Mais comment ne pas faire comme si de rien ? Comme si nous n’étions pas profondément bouleversés par leur mort, par son inexorabilité, son définitif, le pli qu’elle marque à nos vies comme une ride à nos fronts – nous petits individus si étanches, si forts et si fiers de s’être « construits tout seuls » alors que c’est tellement l’inverse.
Peut-être que nos vies trop publiques devraient simplement apprendre parfois à la fermer, à panser leurs plaies entre soi, dans l’ombre, avec la famille et les proches, exactement au contraire de ce texte. Garder pour soi → rester riches de ces autres → qu’ils vivent à travers nous, comme une transmission. Faire vivre leur flamme, leur souffle (malgré le délitement lui aussi inexorable), à travers ce que nous faisons et avec la certitude – non que nous faisons « comme ils l’auraient fait » ou qu’ils auraient compris et approuvé toutes les pistes que nous arpentons – mais de leur absolue confiance en nous.
Savoir que la peine, la douleur et le doute sont de toute façon inaudibles – puisqu’il faudrait, pour les entendre, être passé par le même parcours, avoir nostalgie de ce que nous avons vécu, amour de ceux avec lesquels on l’a fait. A chaque rue sa peine, peut-être. Ou assumer de se faire point de passage, pont de transit, nœud coulant entre ces inconnus mutuels – vous là, qui lisez – et ceux dont je vous parle et que vous ne pourrez plus connaître, qui sont partis, ceux qui me furent tellement chers et qui me firent, à des époques un peu plus révolues chaque jour. Assumer que si vous ne connaissez d’eux que moi, c’est par moi que je pourrai vous parler d’eux – ou porter quelque-chose au-delà des mots, un engagement, une force de vivre, une certaine vision du monde venue d’eux. En l’occurrence généreuse / ouverte-offerte / constructrice / dédiée / engagée / grande gueule pourquoi pas ? / force en marche / érudite et populaire. Vous dire que ce que vous lisez d’ordinaire de moi, vient d’eux. Rien de ce que je fais n’est mon produit, encore moins ma propriété, mais celui d’un faisceau de relations, de situations, d’époques, d’un tissage fort-serré à l’inextricable de ce tout, lié-noué, qui jaillit, à un moment donné, sous une forme ou une autre. Vous le dire non pour que vous partagiez ma peine – je m’en fous – et c’est impossible – mais pour assumer tête haute, sans sécher mes yeux, et vous dire d’où je viens – à défaut d’où je vais.

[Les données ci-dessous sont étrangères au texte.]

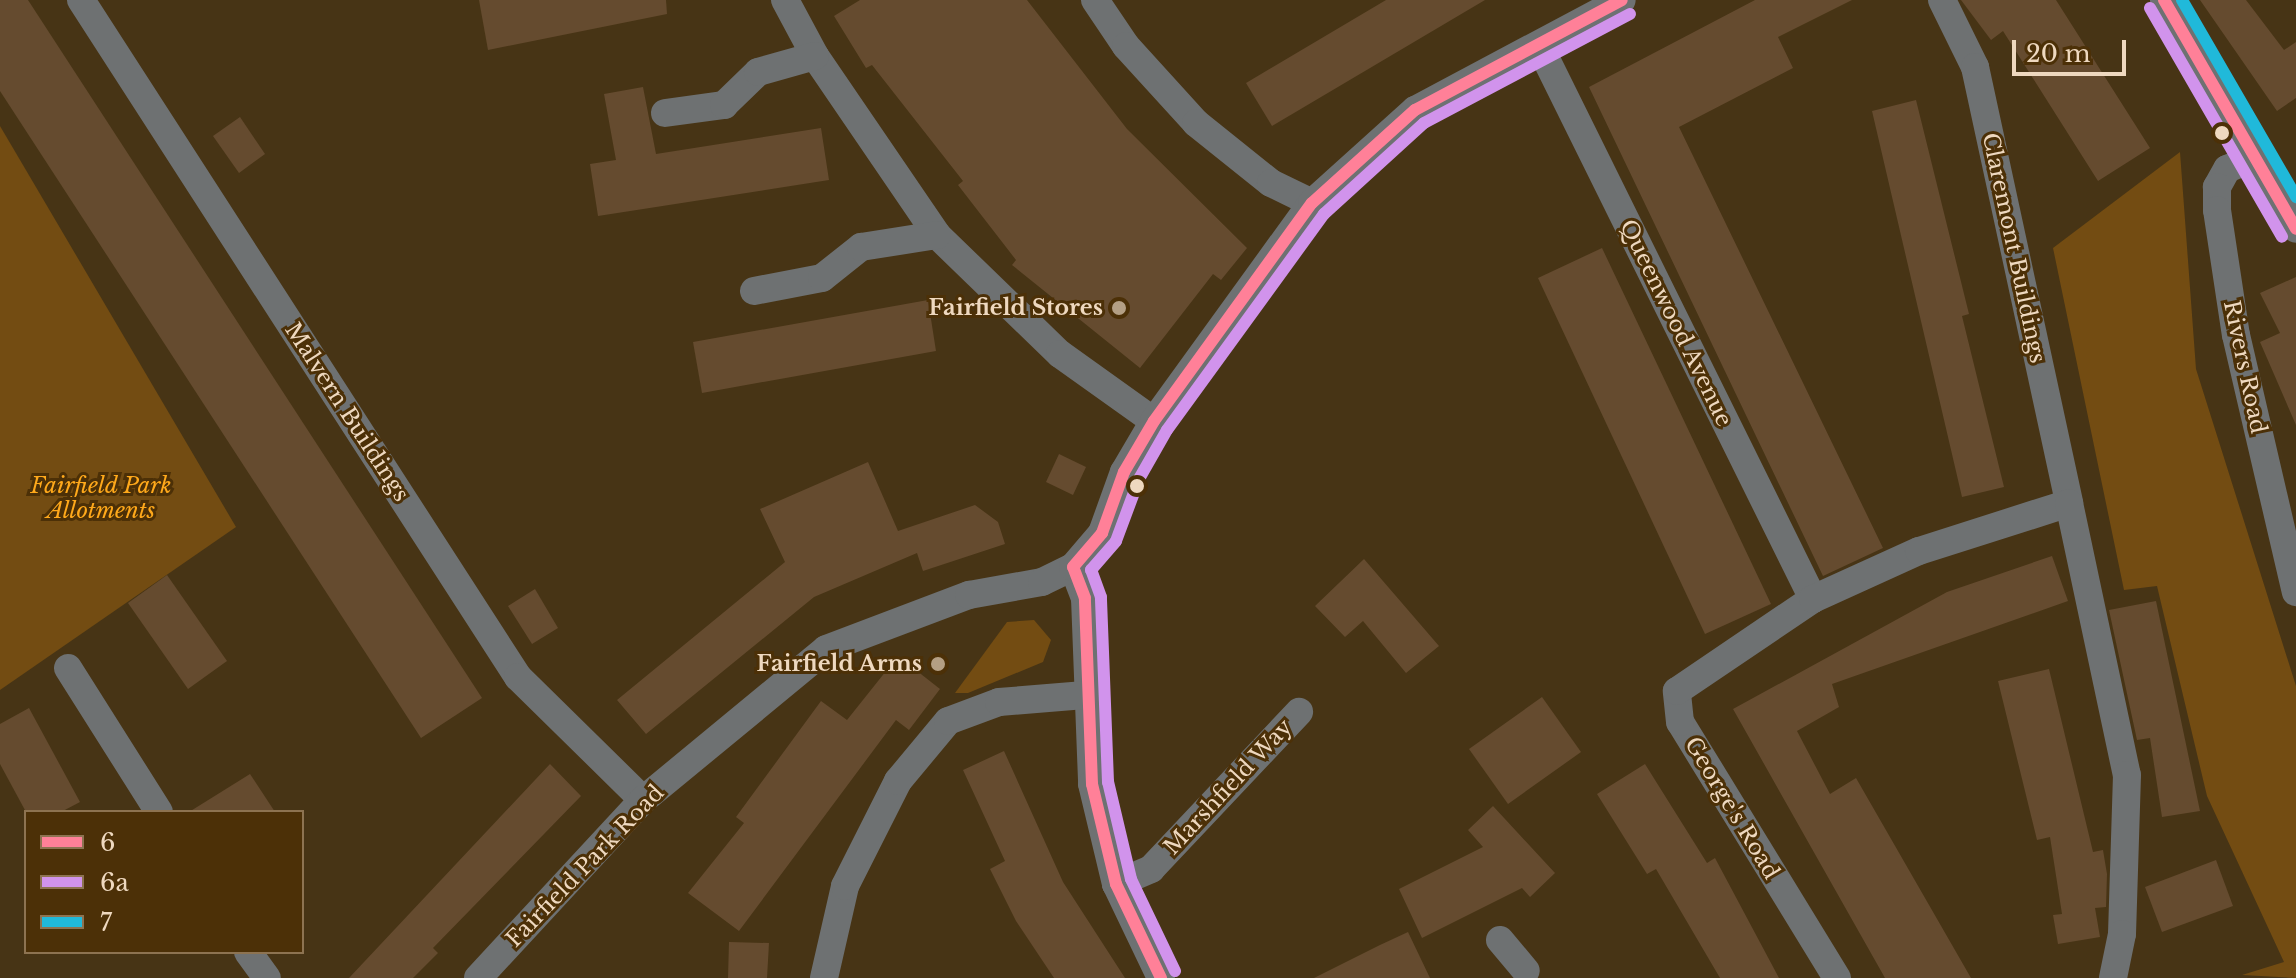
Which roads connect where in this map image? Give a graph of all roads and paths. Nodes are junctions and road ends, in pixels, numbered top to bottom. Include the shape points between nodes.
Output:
1 (81, 0) edge
2 (785, 0) edge
3 (1095, 0) edge
4 (1622, 0) edge
5 (1942, 0) edge
6 (2164, 0) edge
7 (1583, 9) edge
8 (1540, 47) junction
9 (815, 56) junction
10 (665, 113) dead end
11 (2253, 158) junction
12 (2288, 199) edge
13 (1312, 203) junction
14 (2296, 229) edge
15 (937, 235) junction
16 (754, 291) dead end
17 (1154, 421) junction
18 (2069, 503) junction
19 (1073, 567) junction
20 (2296, 592) edge
21 (1813, 599) junction
22 (68, 668) dead end
23 (1085, 695) junction
24 (1299, 712) dead end
25 (643, 800) junction
26 (158, 810) edge
27 (1116, 884) junction
28 (1500, 940) dead end
29 (249, 954) edge
30 (1529, 968) edge
31 (267, 978) edge
32 (478, 978) edge
33 (824, 978) edge
34 (1161, 978) edge
35 (1837, 978) edge
36 (2113, 978) edge

1 - 25 street, Malvern Buildings via 518,677
2 - 9 street
3 - 13 street via 1126,46 1196,123 1271,183
4 - 7 street
5 - 18 street, Claremont Buildings via 1975,67
6 - 11 street
7 - 8 street
8 - 13 street via 1415,110
8 - 21 street, Queenwood Avenue
9 - 10 street via 758,72 724,105
9 - 15 street
11 - 12 street
11 - 20 street, Rivers Road via 2227,169 2217,187 2217,210 2236,335
12 - 14 street
13 - 17 street
15 - 16 street via 861,247 822,278
15 - 17 street via 1060,354
17 - 19 street via 1124,472 1102,533
18 - 21 street via 1919,551
18 - 36 street, Claremont Buildings via 2127,775 2122,934
19 - 23 street via 1085,598
19 - 25 street, Fairfield Park Road via 1042,582 969,595 826,649
21 - 35 street, George's Road via 1677,691 1680,722
22 - 26 street
23 - 27 street via 1092,784
23 - 33 street via 999,702 948,721 898,781 845,886
24 - 27 street, Marshfield Way via 1151,869
25 - 32 street, Fairfield Park Road
27 - 34 street
28 - 30 street
29 - 31 street

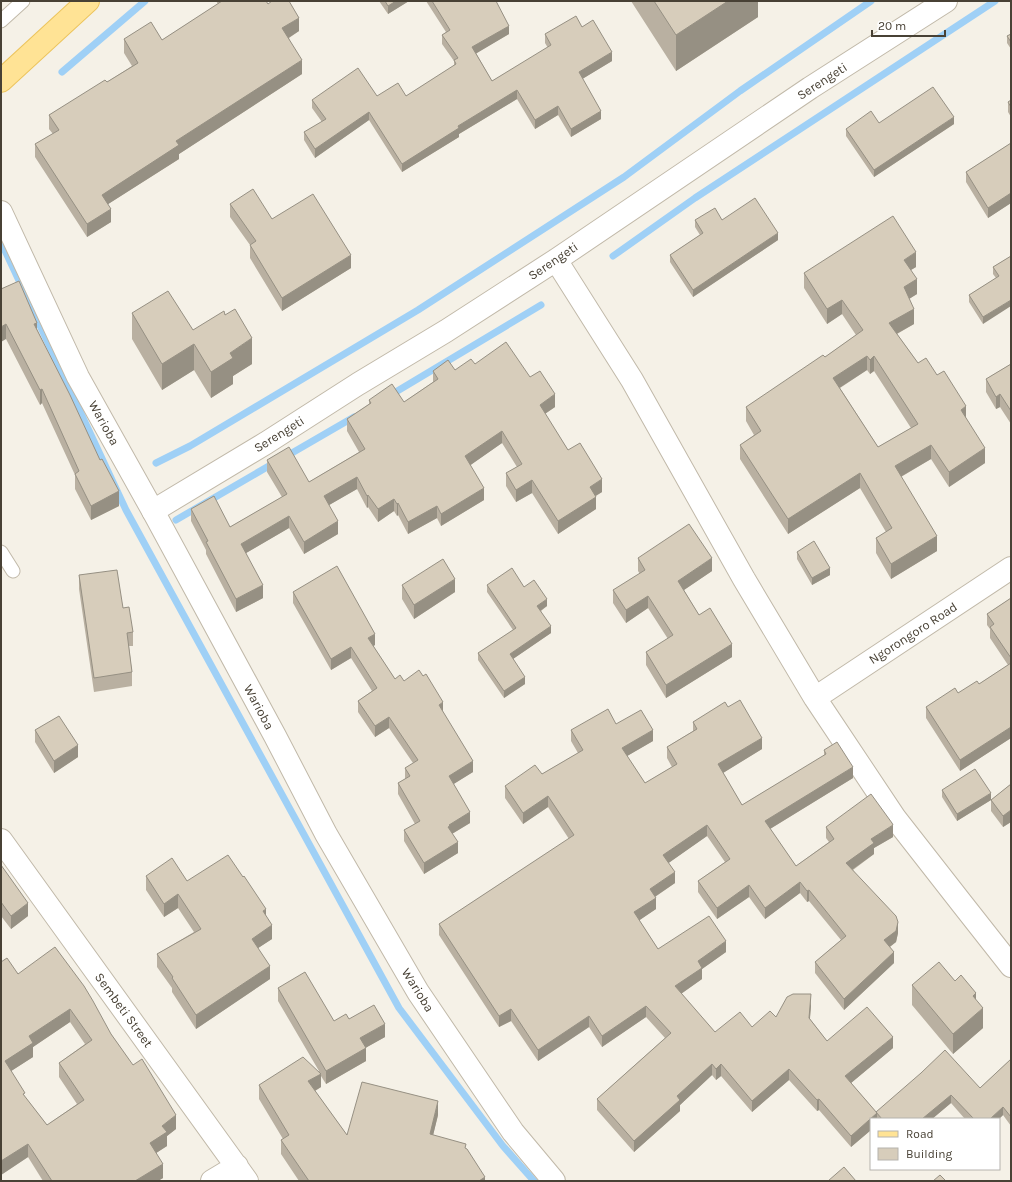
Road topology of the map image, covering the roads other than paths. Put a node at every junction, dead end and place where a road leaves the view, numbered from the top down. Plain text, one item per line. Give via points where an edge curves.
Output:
1 (23, 1) edge
2 (88, 1) edge
3 (946, 1) edge
4 (1, 21) edge
5 (1, 81) edge
6 (1, 212) edge
7 (556, 260) junction
8 (153, 511) junction
9 (1, 552) edge
10 (1011, 568) edge
11 (13, 571) dead end
12 (815, 698) junction
13 (1, 840) edge
14 (1011, 966) edge
15 (242, 1173) edge
16 (212, 1181) edge
17 (554, 1181) edge

1 - 4 lane
2 - 5 main road
3 - 7 street, Serengeti via 810,88
6 - 8 street, Warioba via 78,377
7 - 8 street, Serengeti via 446,331
7 - 12 street via 632,380 744,579
8 - 17 street, Warioba via 326,834 418,992 512,1132
9 - 11 lane
10 - 12 street, Ngorongoro Road
12 - 14 street via 896,818
13 - 15 street, Sembeti Street
15 - 16 street

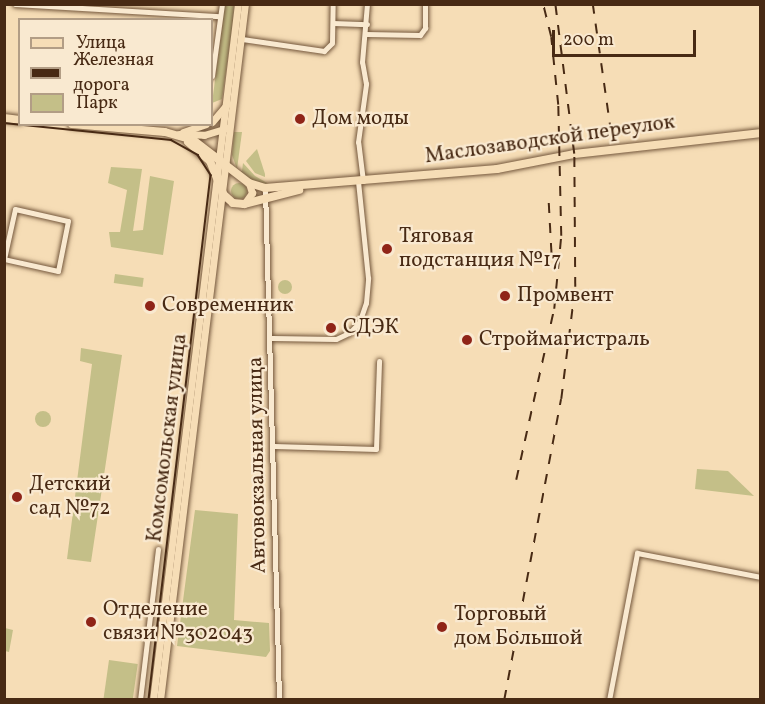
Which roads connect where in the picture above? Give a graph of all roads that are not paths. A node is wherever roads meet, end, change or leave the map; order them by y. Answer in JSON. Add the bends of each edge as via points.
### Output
{"nodes":[{"id":1,"x":15,"y":4,"type":"edge"},
{"id":2,"x":222,"y":4,"type":"edge"},
{"id":3,"x":238,"y":4,"type":"edge"},
{"id":4,"x":245,"y":4,"type":"edge"},
{"id":5,"x":333,"y":4,"type":"edge"},
{"id":6,"x":367,"y":4,"type":"edge"},
{"id":7,"x":425,"y":4,"type":"edge"},
{"id":8,"x":98,"y":7,"type":"edge"},
{"id":9,"x":150,"y":8,"type":"edge"},
{"id":10,"x":220,"y":16,"type":"junction"},
{"id":11,"x":333,"y":23,"type":"junction"},
{"id":12,"x":367,"y":24,"type":"junction"},
{"id":13,"x":366,"y":34,"type":"junction"},
{"id":14,"x":242,"y":39,"type":"junction"},
{"id":15,"x":213,"y":68,"type":"edge"},
{"id":16,"x":229,"y":101,"type":"junction"},
{"id":17,"x":213,"y":121,"type":"edge"},
{"id":18,"x":232,"y":124,"type":"junction"},
{"id":19,"x":95,"y":126,"type":"edge"},
{"id":20,"x":196,"y":126,"type":"edge"},
{"id":21,"x":225,"y":130,"type":"junction"},
{"id":22,"x":165,"y":132,"type":"junction"},
{"id":23,"x":760,"y":133,"type":"edge"},
{"id":24,"x":224,"y":162,"type":"junction"},
{"id":25,"x":222,"y":179,"type":"junction"},
{"id":26,"x":246,"y":181,"type":"junction"},
{"id":27,"x":360,"y":181,"type":"junction"},
{"id":28,"x":308,"y":187,"type":"junction"},
{"id":29,"x":265,"y":188,"type":"junction"},
{"id":30,"x":223,"y":194,"type":"junction"},
{"id":31,"x":264,"y":199,"type":"junction"},
{"id":32,"x":240,"y":204,"type":"junction"},
{"id":33,"x":220,"y":219,"type":"junction"},
{"id":34,"x":4,"y":260,"type":"edge"},
{"id":35,"x":272,"y":338,"type":"junction"},
{"id":36,"x":380,"y":361,"type":"dead end"},
{"id":37,"x":274,"y":446,"type":"junction"},
{"id":38,"x":158,"y":549,"type":"dead end"},
{"id":39,"x":760,"y":577,"type":"edge"},
{"id":40,"x":140,"y":699,"type":"edge"},
{"id":41,"x":153,"y":699,"type":"edge"},
{"id":42,"x":160,"y":699,"type":"edge"},
{"id":43,"x":279,"y":699,"type":"edge"},
{"id":44,"x":609,"y":699,"type":"edge"}],
"edges":[{"from":1,"to":8,"type":"street"},
{"from":2,"to":10,"type":"street"},
{"from":3,"to":16,"type":"main road","name":"Комсомольская улица"},
{"from":4,"to":14,"type":"main road","name":"Комсомольская улица"},
{"from":5,"to":11,"type":"street"},
{"from":6,"to":12,"type":"street","name":"Автовокзальная улица"},
{"from":7,"to":13,"type":"street","via":[[425,27],[420,35]]},
{"from":8,"to":9,"type":"street"},
{"from":9,"to":10,"type":"street"},
{"from":10,"to":15,"type":"street"},
{"from":11,"to":12,"type":"street"},
{"from":11,"to":14,"type":"street","via":[[332,43],[324,51]]},
{"from":12,"to":13,"type":"street","name":"Автовокзальная улица"},
{"from":13,"to":27,"type":"street","name":"Автовокзальная улица","via":[[362,62],[366,84],[358,142]]},
{"from":14,"to":18,"type":"main road","name":"Комсомольская улица"},
{"from":16,"to":17,"type":"main road"},
{"from":16,"to":21,"type":"main road","name":"Комсомольская улица"},
{"from":18,"to":21,"type":"main road"},
{"from":18,"to":24,"type":"main road","name":"Комсомольская улица"},
{"from":19,"to":22,"type":"highway"},
{"from":20,"to":22,"type":"main road"},
{"from":21,"to":22,"type":"main road","via":[[204,135]]},
{"from":21,"to":24,"type":"main road","name":"Комсомольская улица"},
{"from":22,"to":24,"type":"highway","via":[[198,142]]},
{"from":22,"to":25,"type":"highway","via":[[201,151]]},
{"from":23,"to":27,"type":"highway","name":"Маслозаводской переулок","via":[[574,154],[497,169]]},
{"from":24,"to":25,"type":"main road","name":"Комсомольская улица"},
{"from":24,"to":26,"type":"highway"},
{"from":25,"to":26,"type":"main road"},
{"from":25,"to":30,"type":"highway","name":"Комсомольская улица"},
{"from":25,"to":41,"type":"main road","name":"Комсомольская улица"},
{"from":26,"to":29,"type":"highway","name":"Маслозаводской переулок"},
{"from":26,"to":32,"type":"main road","via":[[252,193]]},
{"from":27,"to":28,"type":"highway","name":"Маслозаводской переулок"},
{"from":27,"to":35,"type":"street","name":"Автовокзальная улица","via":[[368,278],[359,323],[336,339]]},
{"from":28,"to":29,"type":"highway","name":"Маслозаводской переулок"},
{"from":28,"to":31,"type":"highway","name":"Маслозаводской переулок"},
{"from":29,"to":31,"type":"street","name":"Автовокзальная улица"},
{"from":30,"to":32,"type":"highway"},
{"from":30,"to":33,"type":"main road","name":"Комсомольская улица"},
{"from":31,"to":32,"type":"highway","name":"Маслозаводской переулок"},
{"from":31,"to":35,"type":"street","name":"Автовокзальная улица"},
{"from":32,"to":33,"type":"main road"},
{"from":33,"to":42,"type":"main road","name":"Комсомольская улица"},
{"from":34,"to":34,"type":"street","via":[[58,271],[68,221],[15,210]]},
{"from":35,"to":37,"type":"street","name":"Автовокзальная улица"},
{"from":36,"to":37,"type":"street","via":[[376,449]]},
{"from":37,"to":43,"type":"street","name":"Автовокзальная улица"},
{"from":38,"to":40,"type":"street"},
{"from":39,"to":44,"type":"street","via":[[637,553]]}]}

En forme de remerciement tardif.
Faute de mieux.
~ Antoine St. Epondyle
Pour reprendre un élément de sagesse pioché – on est geek ou on ne l’est pas – dans la série X-Files, « nous vivons aussi longtemps que la dernière personne qui se souvient de nous. » Dédier un ouvrage à un disparu, proche ou non, c’est offrir une parcelle d’éternité à ce souvenir.
Du pitoyable au grandiose, il n’y a souvent qu’un pas.
Un nom sur une page, diffusé à un public qui ne connaîtra jamais que ce nom, je ne trouve pas ça « une parcelle d’éternité ». La référence ne peut pas, alors, être comprise. Si ?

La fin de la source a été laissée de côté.